La liberté doit être très large mais elle n’est pas illimitée, elle s’arrête à partir du moment où elle nuit à autrui. Certains comme les libertariens défendent la liberté sans limite ce qui ne peut qu’aboutir à la loi du plus fort. Toute société qui n’organise pas les limites de la liberté dans le respect de chacun ne peut que mener à ce que certains soient plus libres que d’autres. Donc chaque citoyen est libre dans un cadre donné défini par la loi.
La loi garantit l’expression du pluralisme des opinions et donc la liberté de conscience.
La libre communication des pensées et des opinions est un des droits les plus précieux de l’Homme : tout Citoyen peut donc parler, écrire, imprimer librement, sauf à répondre de l’abus de cette liberté dans les cas déterminés par la Loi (article 11 de la déclaration des droits de l’homme et du citoyen).
L’EGALITE
L’article 1 de la constitution précise que la République assure l’égalité devant la loi de tous les citoyens sans distinction d’origine, de race ou de religion.
Les hommes naissent égaux en droit mais que se passe-t-il après la naissance ? La République nourrit ses enfants et les instruit. L’histoire nous prouve que l’égalité des droits n’empêche pas les inégalités.
Même si tous les gouvernants affirment orienter l’action de la puissance publique dans le sens d’une plus grande égalité entre les citoyens, nous voyons bien, notamment ces dernières années, que les inégalités s’accroissent.

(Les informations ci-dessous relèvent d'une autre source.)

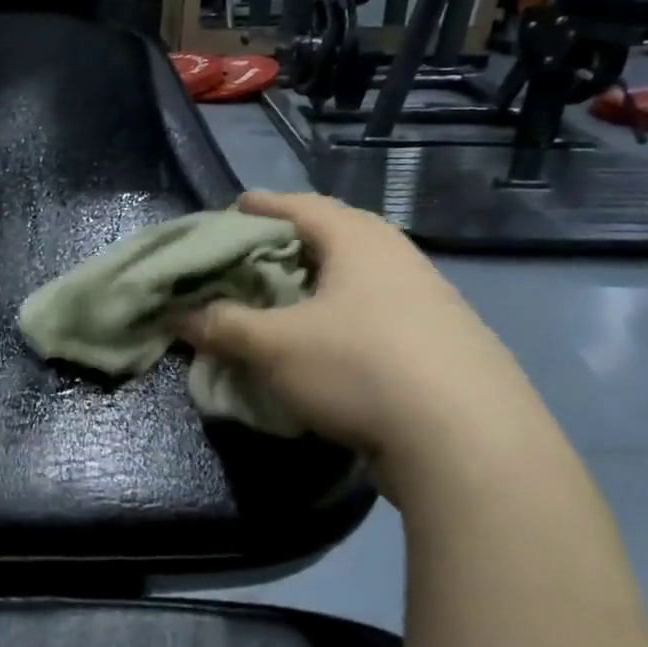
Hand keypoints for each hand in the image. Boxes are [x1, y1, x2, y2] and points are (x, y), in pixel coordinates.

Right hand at [177, 192, 535, 468]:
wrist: (468, 440)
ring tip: (284, 300)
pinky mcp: (441, 341)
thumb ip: (223, 326)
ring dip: (317, 285)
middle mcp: (397, 257)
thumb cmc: (359, 367)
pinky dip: (341, 317)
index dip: (261, 206)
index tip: (233, 208)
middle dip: (289, 245)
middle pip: (332, 237)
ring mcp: (427, 298)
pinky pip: (375, 312)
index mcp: (357, 240)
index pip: (299, 206)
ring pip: (356, 278)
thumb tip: (179, 316)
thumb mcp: (275, 346)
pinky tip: (328, 344)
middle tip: (251, 258)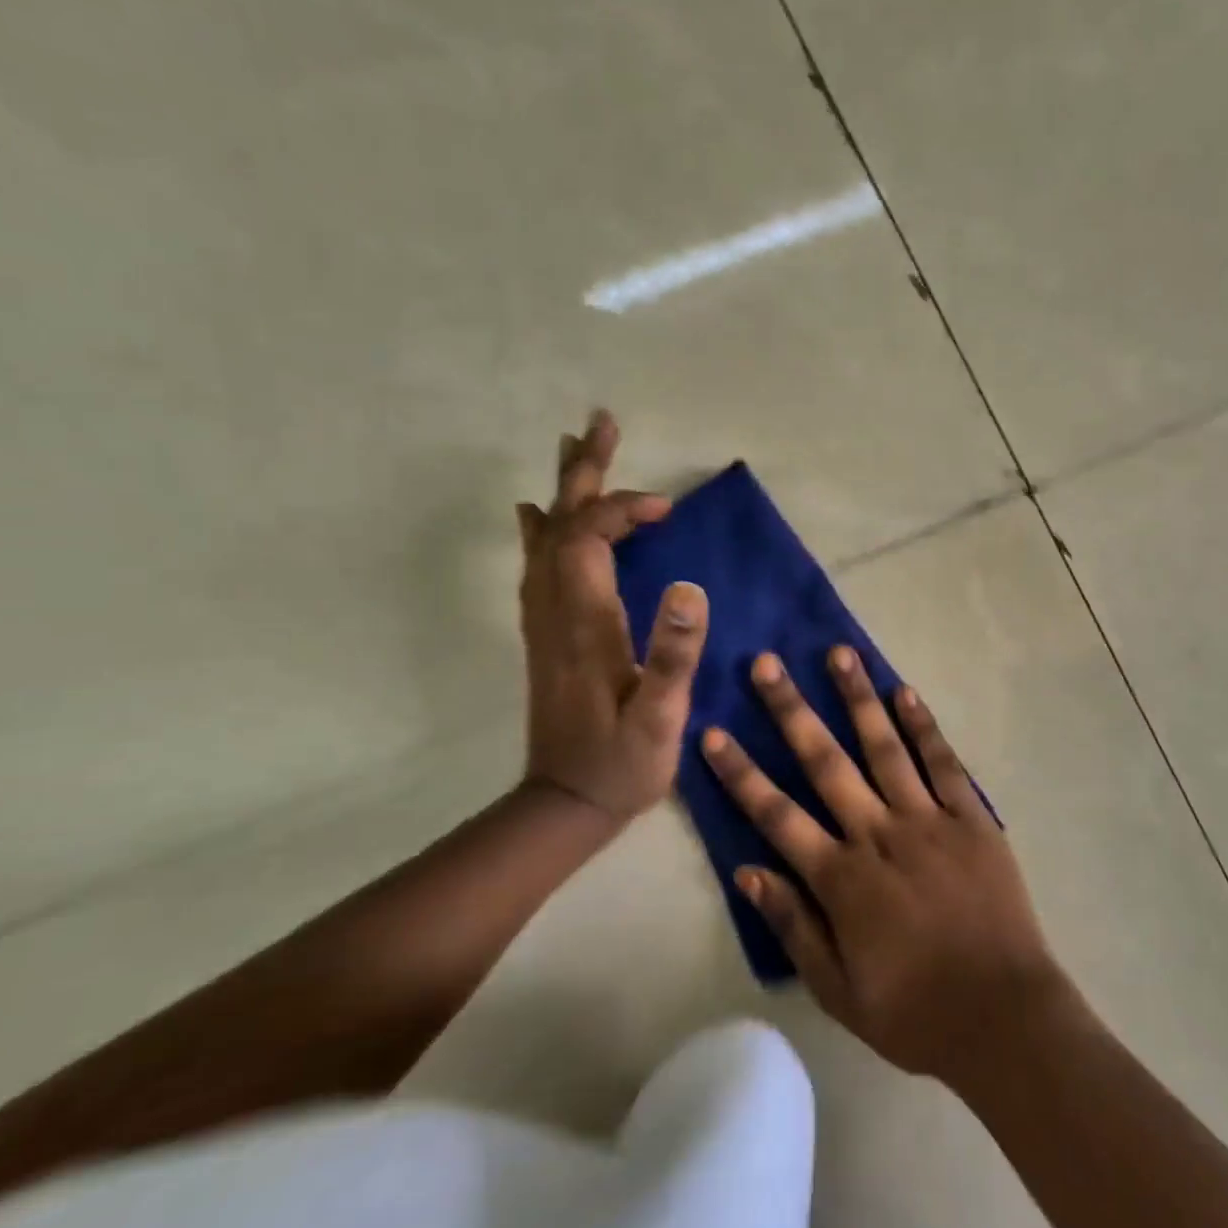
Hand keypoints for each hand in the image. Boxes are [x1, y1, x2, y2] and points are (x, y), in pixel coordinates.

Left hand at [517, 410, 708, 819]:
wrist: (565, 803)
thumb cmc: (622, 763)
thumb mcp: (661, 717)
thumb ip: (674, 653)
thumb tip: (690, 585)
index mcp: (584, 621)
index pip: (591, 537)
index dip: (625, 508)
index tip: (666, 508)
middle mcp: (555, 610)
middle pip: (561, 523)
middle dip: (584, 472)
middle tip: (601, 424)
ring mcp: (544, 621)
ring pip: (546, 538)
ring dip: (564, 491)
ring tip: (576, 449)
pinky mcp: (545, 634)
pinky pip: (537, 564)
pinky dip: (542, 529)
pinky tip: (537, 516)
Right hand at [701, 647, 1075, 1083]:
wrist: (1003, 1017)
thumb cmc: (914, 1011)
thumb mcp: (837, 990)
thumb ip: (792, 925)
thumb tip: (747, 871)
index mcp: (841, 878)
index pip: (777, 815)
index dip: (741, 774)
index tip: (713, 732)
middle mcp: (878, 834)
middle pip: (825, 762)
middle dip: (791, 710)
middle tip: (767, 664)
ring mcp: (927, 819)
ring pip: (884, 747)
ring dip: (858, 698)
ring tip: (838, 653)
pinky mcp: (970, 817)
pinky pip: (942, 763)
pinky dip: (923, 726)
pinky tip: (905, 692)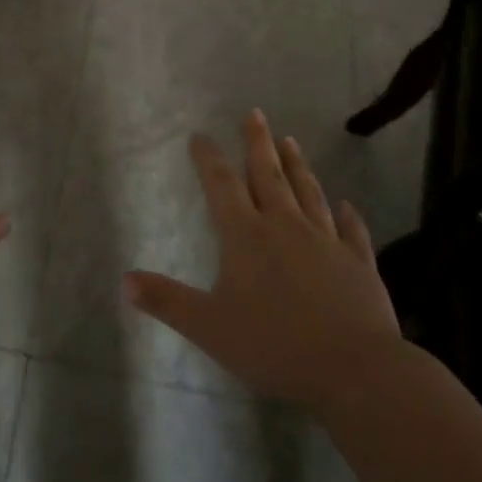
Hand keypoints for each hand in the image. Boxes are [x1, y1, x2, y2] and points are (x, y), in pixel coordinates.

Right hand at [124, 111, 400, 416]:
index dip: (208, 159)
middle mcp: (286, 227)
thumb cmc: (272, 344)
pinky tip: (347, 205)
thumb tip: (124, 280)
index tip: (200, 135)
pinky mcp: (357, 263)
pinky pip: (351, 231)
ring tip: (291, 141)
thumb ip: (167, 300)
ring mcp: (326, 241)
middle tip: (255, 114)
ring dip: (297, 166)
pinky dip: (347, 216)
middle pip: (269, 176)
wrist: (352, 368)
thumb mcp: (207, 326)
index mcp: (246, 236)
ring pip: (308, 193)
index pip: (222, 186)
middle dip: (258, 143)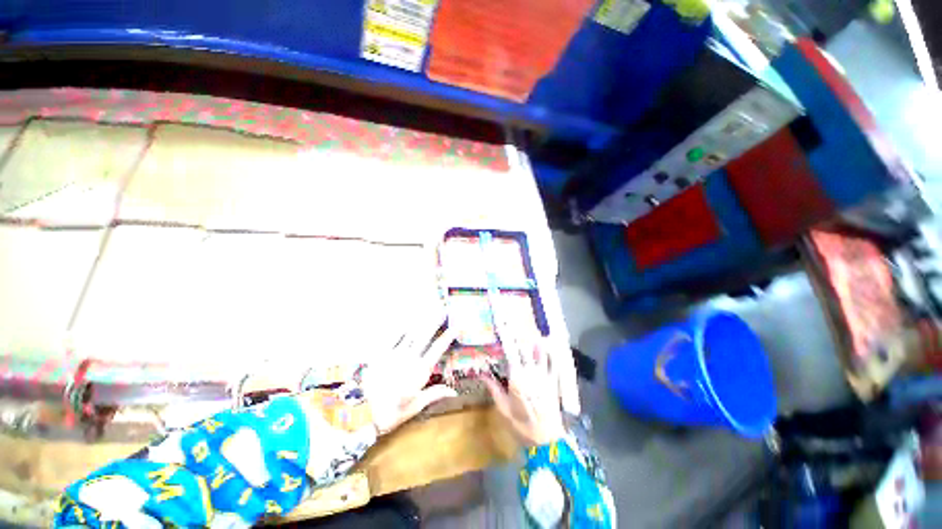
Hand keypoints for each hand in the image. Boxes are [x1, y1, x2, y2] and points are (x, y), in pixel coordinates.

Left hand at [362, 314, 457, 434]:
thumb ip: (435, 394)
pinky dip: (401, 328)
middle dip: (435, 322)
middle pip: (425, 335)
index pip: (437, 349)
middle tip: (443, 310)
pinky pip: (393, 337)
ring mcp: (395, 354)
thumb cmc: (393, 411)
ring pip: (411, 333)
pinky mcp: (381, 354)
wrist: (364, 413)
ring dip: (420, 321)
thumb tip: (454, 392)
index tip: (455, 326)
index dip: (447, 336)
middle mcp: (410, 358)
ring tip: (427, 311)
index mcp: (420, 370)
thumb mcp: (416, 405)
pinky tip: (406, 320)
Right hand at [484, 326, 565, 446]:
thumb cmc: (522, 425)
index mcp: (517, 378)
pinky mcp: (554, 382)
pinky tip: (550, 346)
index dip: (506, 336)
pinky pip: (554, 364)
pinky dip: (551, 354)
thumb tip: (483, 373)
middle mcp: (531, 372)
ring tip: (532, 332)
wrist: (547, 440)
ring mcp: (544, 376)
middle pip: (525, 348)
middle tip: (514, 324)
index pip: (510, 352)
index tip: (502, 324)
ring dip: (536, 341)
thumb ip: (494, 389)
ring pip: (541, 352)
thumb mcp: (503, 409)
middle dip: (519, 334)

Les privilèges de la naissance ont été abolis sans complètement disparaitre et ont été remplacé par les privilèges de la richesse économique qui se répercute sur le plan culturel, social et régional. Même l’école qui a été un formidable instrument d’éducation et d’émancipation reste encore trop un facteur de reproduction sociale.
LA FRATERNITE
Pendant la Révolution française « Salut et fraternité » est le salut des citoyens. A cette époque il est institué des fêtes nationales pour conserver le souvenir de la Révolution et entretenir la fraternité entre les citoyens et les attacher à la constitution. Il ne fait pas de doute que l’introduction de la fraternité dans la devise républicaine y trouve son origine.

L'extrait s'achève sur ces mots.